-- Given data follows --

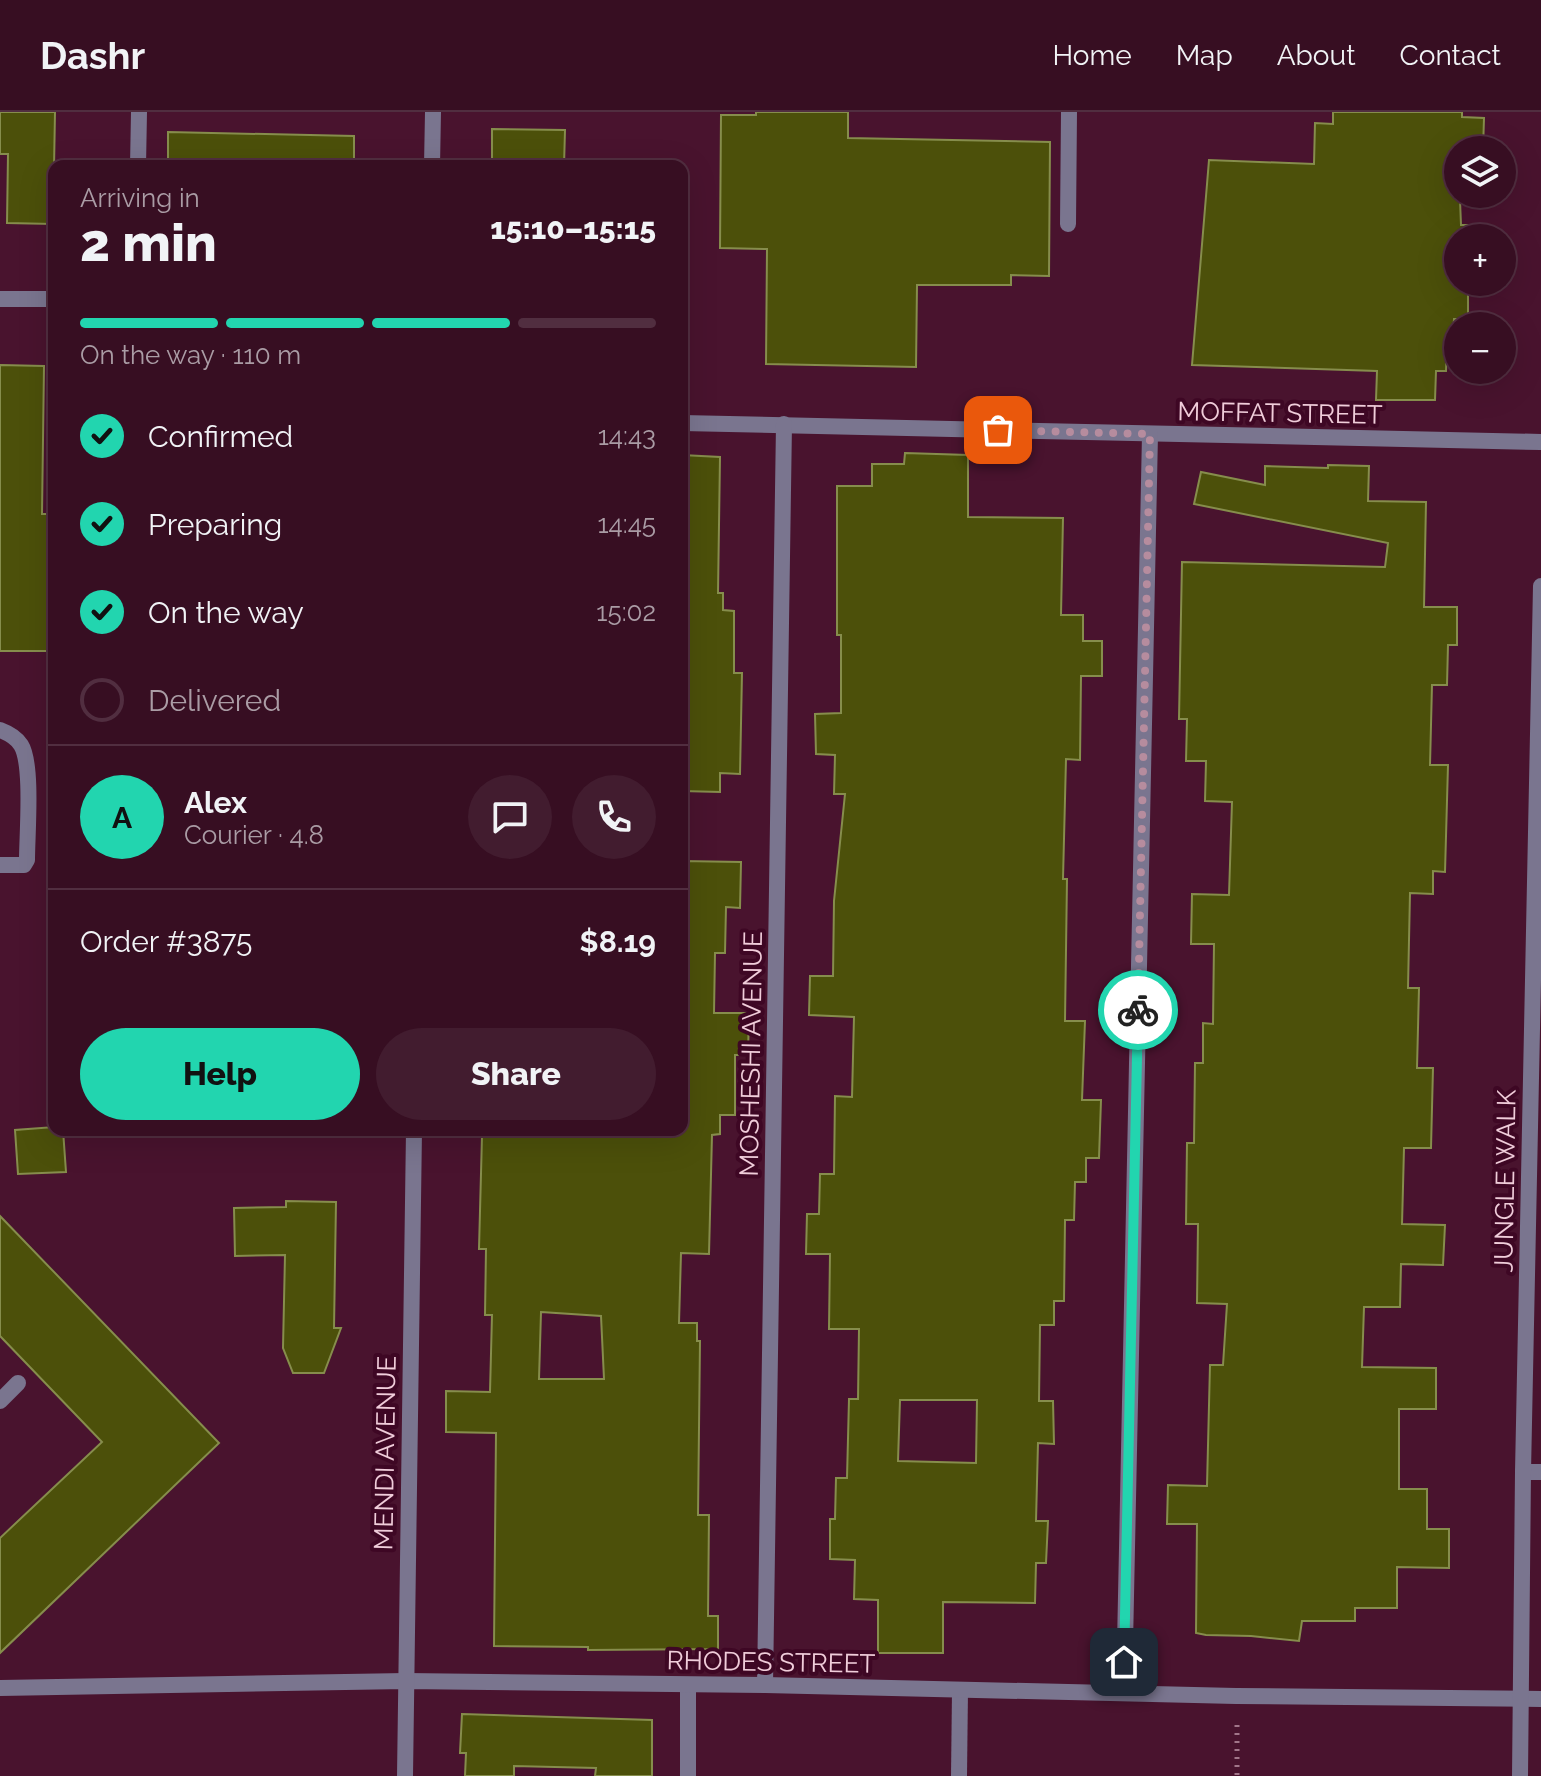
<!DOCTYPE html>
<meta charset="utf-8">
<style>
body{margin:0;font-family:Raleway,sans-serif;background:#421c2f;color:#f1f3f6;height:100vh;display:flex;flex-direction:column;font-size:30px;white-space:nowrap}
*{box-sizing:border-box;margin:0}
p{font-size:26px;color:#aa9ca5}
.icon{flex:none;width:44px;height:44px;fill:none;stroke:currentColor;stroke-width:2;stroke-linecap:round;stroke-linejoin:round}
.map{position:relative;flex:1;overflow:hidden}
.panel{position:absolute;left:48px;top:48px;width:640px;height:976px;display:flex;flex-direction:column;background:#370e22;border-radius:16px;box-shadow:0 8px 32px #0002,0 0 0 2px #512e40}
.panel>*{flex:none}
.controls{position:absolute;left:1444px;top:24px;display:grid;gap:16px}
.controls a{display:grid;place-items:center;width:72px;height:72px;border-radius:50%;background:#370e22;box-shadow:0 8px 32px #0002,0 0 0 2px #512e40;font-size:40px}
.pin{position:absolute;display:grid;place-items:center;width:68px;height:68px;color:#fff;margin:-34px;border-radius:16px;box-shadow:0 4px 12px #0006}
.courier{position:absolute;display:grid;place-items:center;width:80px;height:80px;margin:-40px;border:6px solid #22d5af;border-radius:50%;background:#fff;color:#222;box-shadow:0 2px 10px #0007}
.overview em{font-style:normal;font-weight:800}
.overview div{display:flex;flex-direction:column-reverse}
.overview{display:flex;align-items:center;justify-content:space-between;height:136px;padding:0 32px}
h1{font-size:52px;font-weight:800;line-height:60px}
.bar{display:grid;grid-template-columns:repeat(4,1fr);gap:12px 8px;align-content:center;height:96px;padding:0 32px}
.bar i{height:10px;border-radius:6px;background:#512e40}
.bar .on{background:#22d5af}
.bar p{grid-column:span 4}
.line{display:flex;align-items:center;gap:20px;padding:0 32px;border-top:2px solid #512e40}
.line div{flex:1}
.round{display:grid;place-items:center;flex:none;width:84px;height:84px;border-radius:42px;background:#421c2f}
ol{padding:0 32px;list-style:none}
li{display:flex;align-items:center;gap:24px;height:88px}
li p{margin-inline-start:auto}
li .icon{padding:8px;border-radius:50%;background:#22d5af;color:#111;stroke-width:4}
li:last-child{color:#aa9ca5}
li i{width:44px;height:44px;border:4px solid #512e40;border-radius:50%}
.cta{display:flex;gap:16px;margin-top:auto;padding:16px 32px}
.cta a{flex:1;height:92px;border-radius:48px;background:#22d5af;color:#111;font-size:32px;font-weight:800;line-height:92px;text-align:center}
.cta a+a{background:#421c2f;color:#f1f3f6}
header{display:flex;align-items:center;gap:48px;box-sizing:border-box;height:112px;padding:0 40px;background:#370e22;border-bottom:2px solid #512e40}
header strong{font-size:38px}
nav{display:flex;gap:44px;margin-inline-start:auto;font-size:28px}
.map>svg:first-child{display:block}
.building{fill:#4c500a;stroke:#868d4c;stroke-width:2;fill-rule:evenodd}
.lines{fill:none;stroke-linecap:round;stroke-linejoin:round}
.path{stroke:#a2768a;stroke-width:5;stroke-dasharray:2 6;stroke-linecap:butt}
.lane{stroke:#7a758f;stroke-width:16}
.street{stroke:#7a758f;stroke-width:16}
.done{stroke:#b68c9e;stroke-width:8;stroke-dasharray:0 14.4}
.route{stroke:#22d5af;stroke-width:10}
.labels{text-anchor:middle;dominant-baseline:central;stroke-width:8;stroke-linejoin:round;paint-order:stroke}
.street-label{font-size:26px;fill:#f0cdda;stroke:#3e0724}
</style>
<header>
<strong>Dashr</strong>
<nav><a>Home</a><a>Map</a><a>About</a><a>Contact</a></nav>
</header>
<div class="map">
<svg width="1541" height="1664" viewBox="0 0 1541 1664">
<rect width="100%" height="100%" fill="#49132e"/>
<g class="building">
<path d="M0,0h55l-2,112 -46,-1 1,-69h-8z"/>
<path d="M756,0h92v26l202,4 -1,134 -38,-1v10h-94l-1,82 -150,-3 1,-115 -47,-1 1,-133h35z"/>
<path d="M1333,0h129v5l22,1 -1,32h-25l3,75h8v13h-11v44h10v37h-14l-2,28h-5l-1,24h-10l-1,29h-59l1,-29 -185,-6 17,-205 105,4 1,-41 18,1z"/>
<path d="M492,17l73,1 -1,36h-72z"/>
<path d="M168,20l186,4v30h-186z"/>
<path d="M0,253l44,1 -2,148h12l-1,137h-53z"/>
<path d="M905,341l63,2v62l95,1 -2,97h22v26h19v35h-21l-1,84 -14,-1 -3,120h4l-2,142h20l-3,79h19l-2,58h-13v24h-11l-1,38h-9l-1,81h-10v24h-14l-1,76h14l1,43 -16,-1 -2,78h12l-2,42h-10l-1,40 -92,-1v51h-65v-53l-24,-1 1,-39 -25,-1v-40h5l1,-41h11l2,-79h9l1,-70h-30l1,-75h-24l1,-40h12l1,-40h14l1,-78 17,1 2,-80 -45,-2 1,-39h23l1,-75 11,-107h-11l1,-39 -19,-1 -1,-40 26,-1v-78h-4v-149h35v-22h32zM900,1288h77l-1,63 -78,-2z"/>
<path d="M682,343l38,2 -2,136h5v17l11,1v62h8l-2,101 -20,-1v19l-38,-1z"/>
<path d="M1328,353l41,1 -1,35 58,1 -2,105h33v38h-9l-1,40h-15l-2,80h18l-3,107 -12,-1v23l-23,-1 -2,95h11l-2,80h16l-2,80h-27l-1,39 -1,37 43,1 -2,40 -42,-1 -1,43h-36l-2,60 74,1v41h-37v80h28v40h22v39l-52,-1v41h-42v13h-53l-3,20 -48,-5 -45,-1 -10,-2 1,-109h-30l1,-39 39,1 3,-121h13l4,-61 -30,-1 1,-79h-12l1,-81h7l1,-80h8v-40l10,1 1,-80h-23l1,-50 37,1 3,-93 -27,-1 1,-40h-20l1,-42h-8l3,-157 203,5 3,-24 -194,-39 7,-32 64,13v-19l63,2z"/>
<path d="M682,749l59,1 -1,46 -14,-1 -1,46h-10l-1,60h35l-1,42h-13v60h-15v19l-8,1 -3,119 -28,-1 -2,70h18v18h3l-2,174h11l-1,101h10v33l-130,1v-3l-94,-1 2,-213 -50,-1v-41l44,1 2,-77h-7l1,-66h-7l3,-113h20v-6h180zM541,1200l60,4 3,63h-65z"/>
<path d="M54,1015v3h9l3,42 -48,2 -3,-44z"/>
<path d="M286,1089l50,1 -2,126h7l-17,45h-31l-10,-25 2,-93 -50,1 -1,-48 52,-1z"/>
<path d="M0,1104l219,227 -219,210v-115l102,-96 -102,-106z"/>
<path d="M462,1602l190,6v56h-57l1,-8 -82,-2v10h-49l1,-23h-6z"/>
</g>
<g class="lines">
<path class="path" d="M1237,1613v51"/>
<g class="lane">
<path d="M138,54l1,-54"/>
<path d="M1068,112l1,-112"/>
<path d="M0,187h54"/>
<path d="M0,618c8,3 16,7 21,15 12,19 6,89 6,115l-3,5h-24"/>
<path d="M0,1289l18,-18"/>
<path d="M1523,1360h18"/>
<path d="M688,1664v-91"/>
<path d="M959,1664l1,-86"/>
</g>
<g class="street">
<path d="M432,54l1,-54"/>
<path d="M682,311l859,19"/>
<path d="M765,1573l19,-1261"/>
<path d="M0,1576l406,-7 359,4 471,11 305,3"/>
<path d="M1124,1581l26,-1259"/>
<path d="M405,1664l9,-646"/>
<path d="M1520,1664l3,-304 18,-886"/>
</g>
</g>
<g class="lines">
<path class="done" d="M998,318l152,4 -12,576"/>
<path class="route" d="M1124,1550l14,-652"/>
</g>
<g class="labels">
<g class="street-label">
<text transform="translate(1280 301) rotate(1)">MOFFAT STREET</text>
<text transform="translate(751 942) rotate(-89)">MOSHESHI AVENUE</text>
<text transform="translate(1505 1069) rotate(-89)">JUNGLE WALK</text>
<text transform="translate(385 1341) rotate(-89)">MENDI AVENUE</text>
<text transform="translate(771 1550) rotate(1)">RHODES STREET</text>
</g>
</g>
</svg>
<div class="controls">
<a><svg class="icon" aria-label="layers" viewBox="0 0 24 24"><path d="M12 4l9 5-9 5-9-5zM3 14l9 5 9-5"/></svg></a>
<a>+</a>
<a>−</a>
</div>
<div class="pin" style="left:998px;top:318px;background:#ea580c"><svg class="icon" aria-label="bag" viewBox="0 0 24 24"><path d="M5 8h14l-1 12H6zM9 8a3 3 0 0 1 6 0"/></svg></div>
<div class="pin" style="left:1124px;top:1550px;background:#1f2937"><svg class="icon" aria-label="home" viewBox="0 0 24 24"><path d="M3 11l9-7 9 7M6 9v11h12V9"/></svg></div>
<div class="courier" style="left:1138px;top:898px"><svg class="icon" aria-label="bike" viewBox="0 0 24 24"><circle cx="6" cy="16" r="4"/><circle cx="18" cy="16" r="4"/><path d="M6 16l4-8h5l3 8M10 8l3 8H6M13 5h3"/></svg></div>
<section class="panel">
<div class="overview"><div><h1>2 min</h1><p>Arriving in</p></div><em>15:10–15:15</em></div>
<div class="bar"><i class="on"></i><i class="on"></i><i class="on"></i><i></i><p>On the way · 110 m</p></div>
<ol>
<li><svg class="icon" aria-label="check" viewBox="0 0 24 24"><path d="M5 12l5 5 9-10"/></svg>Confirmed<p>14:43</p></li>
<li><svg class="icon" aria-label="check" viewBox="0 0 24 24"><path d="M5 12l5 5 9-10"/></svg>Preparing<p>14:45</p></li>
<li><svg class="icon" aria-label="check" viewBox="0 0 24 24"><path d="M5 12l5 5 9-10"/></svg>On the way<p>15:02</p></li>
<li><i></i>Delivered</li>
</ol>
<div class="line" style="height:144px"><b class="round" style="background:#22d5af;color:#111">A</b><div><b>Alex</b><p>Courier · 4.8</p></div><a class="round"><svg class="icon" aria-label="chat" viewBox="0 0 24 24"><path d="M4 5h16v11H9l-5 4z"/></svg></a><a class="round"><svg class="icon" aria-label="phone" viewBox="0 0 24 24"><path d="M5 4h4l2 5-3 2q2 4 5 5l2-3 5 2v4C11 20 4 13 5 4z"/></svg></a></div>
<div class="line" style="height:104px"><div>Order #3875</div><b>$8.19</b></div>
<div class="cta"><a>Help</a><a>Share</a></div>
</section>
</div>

-- Given data concluded --
-- Given data follows --

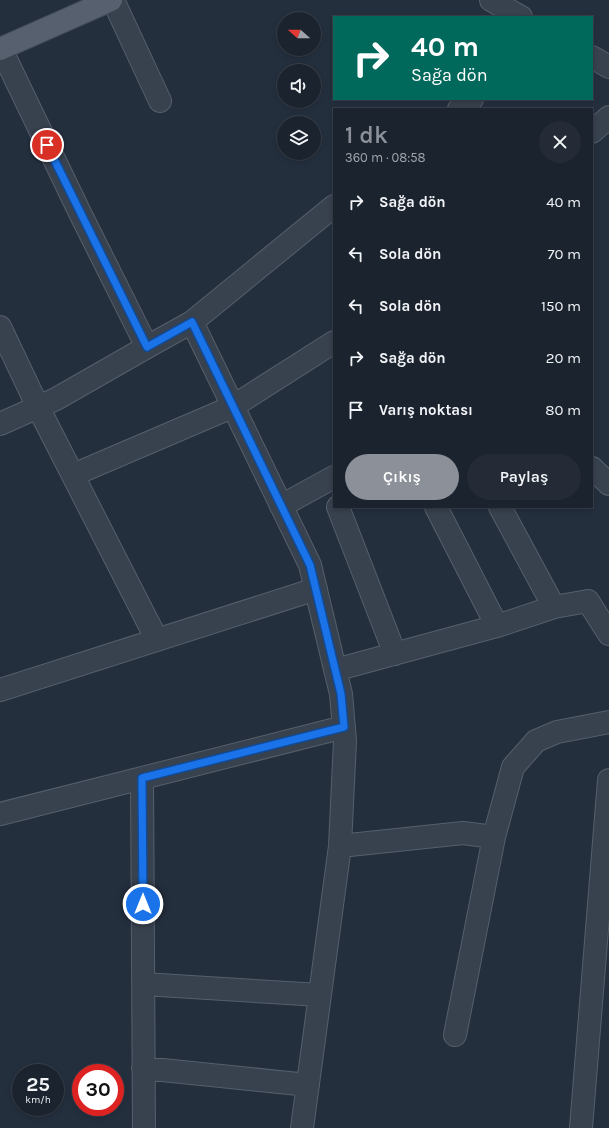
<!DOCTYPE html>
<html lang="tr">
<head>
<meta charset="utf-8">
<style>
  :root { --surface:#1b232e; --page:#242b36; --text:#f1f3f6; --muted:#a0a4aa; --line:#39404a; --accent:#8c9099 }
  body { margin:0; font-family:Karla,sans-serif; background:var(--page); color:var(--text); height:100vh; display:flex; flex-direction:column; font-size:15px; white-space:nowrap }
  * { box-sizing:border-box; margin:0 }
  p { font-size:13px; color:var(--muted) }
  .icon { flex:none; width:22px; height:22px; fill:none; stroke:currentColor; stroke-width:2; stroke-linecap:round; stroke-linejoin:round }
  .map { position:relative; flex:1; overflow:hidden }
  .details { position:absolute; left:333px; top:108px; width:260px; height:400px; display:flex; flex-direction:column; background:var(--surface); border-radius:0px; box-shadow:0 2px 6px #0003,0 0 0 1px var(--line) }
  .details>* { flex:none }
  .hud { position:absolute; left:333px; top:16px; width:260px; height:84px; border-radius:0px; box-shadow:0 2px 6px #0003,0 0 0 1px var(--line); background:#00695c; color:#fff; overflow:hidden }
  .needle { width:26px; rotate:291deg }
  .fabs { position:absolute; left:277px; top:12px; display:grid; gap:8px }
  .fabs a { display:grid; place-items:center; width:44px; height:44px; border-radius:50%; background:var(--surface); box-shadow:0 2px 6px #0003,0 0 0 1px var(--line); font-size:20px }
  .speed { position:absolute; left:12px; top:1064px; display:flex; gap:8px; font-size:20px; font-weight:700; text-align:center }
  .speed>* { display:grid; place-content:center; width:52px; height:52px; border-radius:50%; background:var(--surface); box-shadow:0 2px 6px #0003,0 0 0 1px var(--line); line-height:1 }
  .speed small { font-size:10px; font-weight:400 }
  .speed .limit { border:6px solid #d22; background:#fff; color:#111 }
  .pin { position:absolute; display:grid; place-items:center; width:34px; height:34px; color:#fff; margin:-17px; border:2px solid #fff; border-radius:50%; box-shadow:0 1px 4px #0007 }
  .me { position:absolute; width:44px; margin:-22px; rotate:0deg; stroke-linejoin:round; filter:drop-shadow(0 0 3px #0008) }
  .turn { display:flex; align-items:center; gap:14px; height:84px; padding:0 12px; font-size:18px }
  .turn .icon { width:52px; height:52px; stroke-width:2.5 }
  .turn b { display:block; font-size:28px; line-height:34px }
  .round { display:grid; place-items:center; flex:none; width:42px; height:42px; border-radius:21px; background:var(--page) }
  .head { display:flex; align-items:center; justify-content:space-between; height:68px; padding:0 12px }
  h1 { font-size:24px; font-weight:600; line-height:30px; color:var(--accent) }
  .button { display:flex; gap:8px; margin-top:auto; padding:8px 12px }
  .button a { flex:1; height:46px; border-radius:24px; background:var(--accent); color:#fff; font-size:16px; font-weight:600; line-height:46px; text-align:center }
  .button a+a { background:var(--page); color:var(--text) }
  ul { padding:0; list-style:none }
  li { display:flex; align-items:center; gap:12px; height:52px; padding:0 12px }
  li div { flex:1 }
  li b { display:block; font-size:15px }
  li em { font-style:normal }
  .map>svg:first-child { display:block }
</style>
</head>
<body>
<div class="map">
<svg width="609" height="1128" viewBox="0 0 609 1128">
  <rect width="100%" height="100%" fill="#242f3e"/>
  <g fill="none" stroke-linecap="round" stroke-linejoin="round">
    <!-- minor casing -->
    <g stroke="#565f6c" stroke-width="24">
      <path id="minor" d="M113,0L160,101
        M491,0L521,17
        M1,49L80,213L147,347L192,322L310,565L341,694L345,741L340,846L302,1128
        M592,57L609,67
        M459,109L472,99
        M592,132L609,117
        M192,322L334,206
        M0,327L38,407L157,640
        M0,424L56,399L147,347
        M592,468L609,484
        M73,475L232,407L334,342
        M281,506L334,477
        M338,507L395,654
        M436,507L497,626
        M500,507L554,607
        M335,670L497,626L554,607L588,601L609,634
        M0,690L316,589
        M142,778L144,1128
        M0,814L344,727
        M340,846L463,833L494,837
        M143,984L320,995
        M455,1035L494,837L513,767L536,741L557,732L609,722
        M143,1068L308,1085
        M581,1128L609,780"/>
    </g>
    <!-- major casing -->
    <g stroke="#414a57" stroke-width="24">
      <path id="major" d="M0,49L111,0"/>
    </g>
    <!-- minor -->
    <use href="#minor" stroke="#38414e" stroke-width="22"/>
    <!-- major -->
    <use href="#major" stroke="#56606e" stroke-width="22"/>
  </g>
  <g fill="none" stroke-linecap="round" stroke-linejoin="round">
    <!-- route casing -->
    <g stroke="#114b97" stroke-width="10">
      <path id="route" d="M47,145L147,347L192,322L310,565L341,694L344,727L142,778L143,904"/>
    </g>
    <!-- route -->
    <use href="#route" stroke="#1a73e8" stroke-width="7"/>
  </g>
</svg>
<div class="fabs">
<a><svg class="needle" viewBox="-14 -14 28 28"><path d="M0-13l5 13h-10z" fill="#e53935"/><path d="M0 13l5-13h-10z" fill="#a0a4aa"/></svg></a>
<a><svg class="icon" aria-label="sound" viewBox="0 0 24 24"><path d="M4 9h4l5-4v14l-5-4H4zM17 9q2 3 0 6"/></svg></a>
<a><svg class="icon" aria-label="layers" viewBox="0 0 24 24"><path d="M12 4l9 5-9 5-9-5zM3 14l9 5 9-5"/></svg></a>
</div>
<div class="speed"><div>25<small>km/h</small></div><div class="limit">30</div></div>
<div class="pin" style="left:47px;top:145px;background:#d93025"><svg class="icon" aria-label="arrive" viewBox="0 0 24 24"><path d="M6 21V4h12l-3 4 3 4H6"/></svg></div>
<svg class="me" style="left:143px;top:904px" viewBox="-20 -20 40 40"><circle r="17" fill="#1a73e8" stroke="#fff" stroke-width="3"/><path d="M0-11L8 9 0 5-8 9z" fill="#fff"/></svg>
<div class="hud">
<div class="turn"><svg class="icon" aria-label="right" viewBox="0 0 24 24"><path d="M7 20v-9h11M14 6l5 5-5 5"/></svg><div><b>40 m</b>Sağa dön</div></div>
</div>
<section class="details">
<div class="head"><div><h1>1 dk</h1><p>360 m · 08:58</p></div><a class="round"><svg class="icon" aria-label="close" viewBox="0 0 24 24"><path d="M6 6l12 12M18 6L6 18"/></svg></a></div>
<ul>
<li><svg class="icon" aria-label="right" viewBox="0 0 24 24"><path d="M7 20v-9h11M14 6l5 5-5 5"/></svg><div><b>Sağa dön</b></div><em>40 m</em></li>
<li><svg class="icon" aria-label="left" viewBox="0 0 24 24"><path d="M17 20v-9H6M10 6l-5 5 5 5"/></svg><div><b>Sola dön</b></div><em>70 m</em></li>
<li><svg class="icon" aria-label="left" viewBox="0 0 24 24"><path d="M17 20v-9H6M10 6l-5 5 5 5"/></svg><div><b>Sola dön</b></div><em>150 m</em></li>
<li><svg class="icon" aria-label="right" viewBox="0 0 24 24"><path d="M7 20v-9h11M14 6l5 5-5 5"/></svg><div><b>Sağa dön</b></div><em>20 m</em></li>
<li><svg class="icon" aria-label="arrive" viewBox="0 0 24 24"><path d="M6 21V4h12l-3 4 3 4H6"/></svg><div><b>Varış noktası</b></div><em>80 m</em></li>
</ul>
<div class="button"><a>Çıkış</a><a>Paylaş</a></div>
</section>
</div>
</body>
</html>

-- Given data concluded --

§ **The problem**:
Work through the entries, filtering for the string "fabs", and copy each line that holds it.

§ **Solution for this exercise**:
  .fabs { position:absolute; left:277px; top:12px; display:grid; gap:8px }
  .fabs a { display:grid; place-items:center; width:44px; height:44px; border-radius:50%; background:var(--surface); box-shadow:0 2px 6px #0003,0 0 0 1px var(--line); font-size:20px }
<div class="fabs">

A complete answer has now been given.